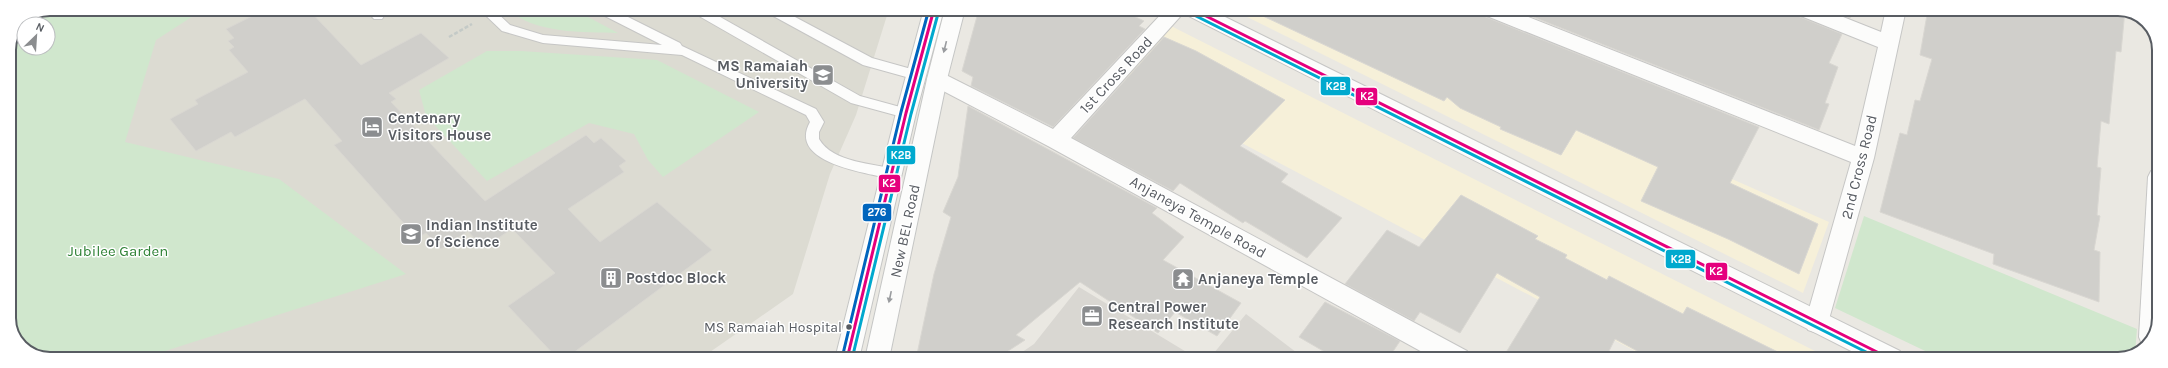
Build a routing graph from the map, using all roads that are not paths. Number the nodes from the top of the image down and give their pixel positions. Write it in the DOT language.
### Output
graph roads {
  1 [pos="493,16"];
  2 [pos="615,16"];
  3 [pos="708,16"];
  4 [pos="783,16"];
  5 [pos="933,16"];
  6 [pos="952,16"];
  7 [pos="1171,16"];
  8 [pos="1206,16"];
  9 [pos="1506,16"];
  10 [pos="1821,16"];
  11 [pos="1894,16"];
  12 [pos="1888,42"];
  13 [pos="684,51"];
  14 [pos="927,77"];
  15 [pos="906,113"];
  16 [pos="1056,140"];
  17 [pos="1863,158"];
  18 [pos="892,174"];
  19 [pos="1816,323"];
  20 [pos="849,352"];
  21 [pos="878,352"];
  22 [pos="1445,352"];
  23 [pos="1876,352"];
  1 -- 13 [label="lane"];
  2 -- 13 [label="lane"];
  3 -- 15 [label="lane"];
  4 -- 14 [label="lane"];
  5 -- 14 [label="street, New BEL Road"];
  6 -- 14 [label="street, New BEL Road, one-way"];
  7 -- 16 [label="street, 1st Cross Road"];
  8 -- 19 [label="street"];
  9 -- 17 [label="street"];
  10 -- 12 [label="street"];
  11 -- 12 [label="street, 2nd Cross Road"];
  12 -- 17 [label="street, 2nd Cross Road"];
  13 -- 18 [label="lane"];
  14 -- 15 [label="street, New BEL Road"];
  14 -- 16 [label="street, Anjaneya Temple Road"];
  14 -- 21 [label="street, New BEL Road, one-way"];
  15 -- 18 [label="street, New BEL Road"];
  16 -- 22 [label="street, Anjaneya Temple Road"];
  17 -- 19 [label="street, 2nd Cross Road"];
  18 -- 20 [label="street, New BEL Road"];
  19 -- 23 [label="street"];
}
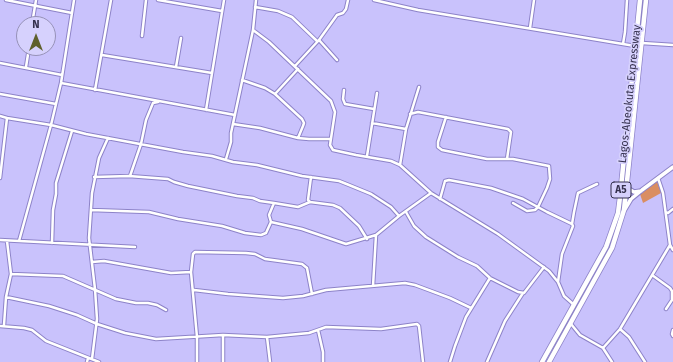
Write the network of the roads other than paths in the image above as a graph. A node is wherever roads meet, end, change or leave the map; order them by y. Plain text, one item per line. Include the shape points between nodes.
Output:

> Problem requirements:
For each entry above, write it out again exactly but leave out any picture.

> Response to the task:
Build a routing graph from the map, using all roads that are not paths. Number the nodes from the top of the image down and give their pixel positions. Write it in the DOT language.
### Output
graph roads {
  1 [pos="493,16"];
  2 [pos="615,16"];
  3 [pos="708,16"];
  4 [pos="783,16"];
  5 [pos="933,16"];
  6 [pos="952,16"];
  7 [pos="1171,16"];
  8 [pos="1206,16"];
  9 [pos="1506,16"];
  10 [pos="1821,16"];
  11 [pos="1894,16"];
  12 [pos="1888,42"];
  13 [pos="684,51"];
  14 [pos="927,77"];
  15 [pos="906,113"];
  16 [pos="1056,140"];
  17 [pos="1863,158"];
  18 [pos="892,174"];
  19 [pos="1816,323"];
  20 [pos="849,352"];
  21 [pos="878,352"];
  22 [pos="1445,352"];
  23 [pos="1876,352"];
  1 -- 13 [label="lane"];
  2 -- 13 [label="lane"];
  3 -- 15 [label="lane"];
  4 -- 14 [label="lane"];
  5 -- 14 [label="street, New BEL Road"];
  6 -- 14 [label="street, New BEL Road, one-way"];
  7 -- 16 [label="street, 1st Cross Road"];
  8 -- 19 [label="street"];
  9 -- 17 [label="street"];
  10 -- 12 [label="street"];
  11 -- 12 [label="street, 2nd Cross Road"];
  12 -- 17 [label="street, 2nd Cross Road"];
  13 -- 18 [label="lane"];
  14 -- 15 [label="street, New BEL Road"];
  14 -- 16 [label="street, Anjaneya Temple Road"];
  14 -- 21 [label="street, New BEL Road, one-way"];
  15 -- 18 [label="street, New BEL Road"];
  16 -- 22 [label="street, Anjaneya Temple Road"];
  17 -- 19 [label="street, 2nd Cross Road"];
  18 -- 20 [label="street, New BEL Road"];
  19 -- 23 [label="street"];
}
Write the network of the roads other than paths in the image above as a graph. A node is wherever roads meet, end, change or leave the map; order them by y. Plain text, one item per line. Include the shape points between nodes.
Output:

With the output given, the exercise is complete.